**Extracted material**.

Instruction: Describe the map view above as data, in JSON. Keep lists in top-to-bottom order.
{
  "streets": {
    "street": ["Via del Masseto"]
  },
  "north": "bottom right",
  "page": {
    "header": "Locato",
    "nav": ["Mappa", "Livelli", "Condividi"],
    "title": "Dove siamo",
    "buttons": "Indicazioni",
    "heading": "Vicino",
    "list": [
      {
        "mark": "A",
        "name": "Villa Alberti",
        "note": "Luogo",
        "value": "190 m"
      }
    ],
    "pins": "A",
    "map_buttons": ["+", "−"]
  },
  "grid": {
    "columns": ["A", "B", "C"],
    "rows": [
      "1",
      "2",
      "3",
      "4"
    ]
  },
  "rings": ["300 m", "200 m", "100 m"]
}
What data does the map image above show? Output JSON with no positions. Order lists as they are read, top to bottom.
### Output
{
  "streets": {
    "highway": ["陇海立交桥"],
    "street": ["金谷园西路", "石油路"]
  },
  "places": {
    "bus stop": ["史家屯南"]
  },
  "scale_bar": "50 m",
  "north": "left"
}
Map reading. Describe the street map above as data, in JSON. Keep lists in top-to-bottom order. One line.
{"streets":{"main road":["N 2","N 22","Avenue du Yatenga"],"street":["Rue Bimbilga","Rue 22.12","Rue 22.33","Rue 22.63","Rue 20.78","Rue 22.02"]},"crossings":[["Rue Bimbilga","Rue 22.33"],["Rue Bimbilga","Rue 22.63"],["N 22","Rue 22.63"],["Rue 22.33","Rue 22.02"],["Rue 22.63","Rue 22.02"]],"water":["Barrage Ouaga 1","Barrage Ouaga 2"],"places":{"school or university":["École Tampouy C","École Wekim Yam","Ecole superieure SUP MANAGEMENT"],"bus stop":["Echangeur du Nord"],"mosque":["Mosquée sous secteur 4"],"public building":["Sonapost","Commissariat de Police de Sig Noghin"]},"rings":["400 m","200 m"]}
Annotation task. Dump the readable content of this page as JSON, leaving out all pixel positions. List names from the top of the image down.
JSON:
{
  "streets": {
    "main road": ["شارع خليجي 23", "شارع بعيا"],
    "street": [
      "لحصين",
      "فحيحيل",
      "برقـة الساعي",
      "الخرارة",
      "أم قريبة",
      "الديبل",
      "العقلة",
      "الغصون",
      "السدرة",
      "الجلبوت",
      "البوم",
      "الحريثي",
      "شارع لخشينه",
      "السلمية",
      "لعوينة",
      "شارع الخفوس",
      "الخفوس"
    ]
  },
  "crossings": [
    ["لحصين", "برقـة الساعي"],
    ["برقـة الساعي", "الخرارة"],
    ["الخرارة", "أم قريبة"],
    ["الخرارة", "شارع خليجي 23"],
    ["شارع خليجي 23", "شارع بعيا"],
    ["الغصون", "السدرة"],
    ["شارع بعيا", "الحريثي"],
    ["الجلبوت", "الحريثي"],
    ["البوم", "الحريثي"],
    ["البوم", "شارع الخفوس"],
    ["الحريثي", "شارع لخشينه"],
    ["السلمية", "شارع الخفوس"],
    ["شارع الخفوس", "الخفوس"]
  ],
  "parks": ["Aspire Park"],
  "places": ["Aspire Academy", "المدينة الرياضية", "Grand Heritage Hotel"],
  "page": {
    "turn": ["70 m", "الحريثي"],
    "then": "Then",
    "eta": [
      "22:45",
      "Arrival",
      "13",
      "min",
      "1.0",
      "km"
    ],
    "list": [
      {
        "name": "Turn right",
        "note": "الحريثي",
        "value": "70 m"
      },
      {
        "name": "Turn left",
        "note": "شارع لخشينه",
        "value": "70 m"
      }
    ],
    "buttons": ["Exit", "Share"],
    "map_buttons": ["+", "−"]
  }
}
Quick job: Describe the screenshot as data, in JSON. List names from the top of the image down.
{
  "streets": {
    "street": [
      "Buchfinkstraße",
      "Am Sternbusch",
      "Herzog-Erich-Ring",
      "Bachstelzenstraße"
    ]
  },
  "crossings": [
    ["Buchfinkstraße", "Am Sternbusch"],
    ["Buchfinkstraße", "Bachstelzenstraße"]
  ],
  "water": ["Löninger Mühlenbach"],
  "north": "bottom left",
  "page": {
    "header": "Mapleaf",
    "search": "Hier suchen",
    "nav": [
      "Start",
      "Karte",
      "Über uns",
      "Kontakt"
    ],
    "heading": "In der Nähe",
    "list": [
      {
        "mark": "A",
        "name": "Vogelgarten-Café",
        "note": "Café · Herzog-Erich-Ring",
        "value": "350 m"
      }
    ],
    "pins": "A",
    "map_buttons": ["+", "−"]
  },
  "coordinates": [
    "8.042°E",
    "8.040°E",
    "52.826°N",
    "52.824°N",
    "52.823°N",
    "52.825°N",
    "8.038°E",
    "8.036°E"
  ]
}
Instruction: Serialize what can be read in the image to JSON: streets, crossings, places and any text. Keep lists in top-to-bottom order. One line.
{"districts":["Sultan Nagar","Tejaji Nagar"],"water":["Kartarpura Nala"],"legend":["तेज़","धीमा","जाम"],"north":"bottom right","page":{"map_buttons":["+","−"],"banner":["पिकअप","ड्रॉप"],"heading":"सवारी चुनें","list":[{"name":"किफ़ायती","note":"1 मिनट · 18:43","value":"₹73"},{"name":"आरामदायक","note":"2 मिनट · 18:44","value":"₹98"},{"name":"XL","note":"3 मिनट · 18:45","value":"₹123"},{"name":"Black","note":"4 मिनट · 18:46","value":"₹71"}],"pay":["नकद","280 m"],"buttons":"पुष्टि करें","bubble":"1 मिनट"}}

**Task instructions**. Beginning with the line that has "Instruction: Serialize what", set down each line through the last one above, exactly, and nothing else.

**Exercise answer**.
Instruction: Serialize what can be read in the image to JSON: streets, crossings, places and any text. Keep lists in top-to-bottom order. One line.
{"districts":["Sultan Nagar","Tejaji Nagar"],"water":["Kartarpura Nala"],"legend":["तेज़","धीमा","जाम"],"north":"bottom right","page":{"map_buttons":["+","−"],"banner":["पिकअप","ड्रॉप"],"heading":"सवारी चुनें","list":[{"name":"किफ़ायती","note":"1 मिनट · 18:43","value":"₹73"},{"name":"आरामदायक","note":"2 मिनट · 18:44","value":"₹98"},{"name":"XL","note":"3 मिनट · 18:45","value":"₹123"},{"name":"Black","note":"4 मिनट · 18:46","value":"₹71"}],"pay":["नकद","280 m"],"buttons":"पुष्टि करें","bubble":"1 मिनट"}}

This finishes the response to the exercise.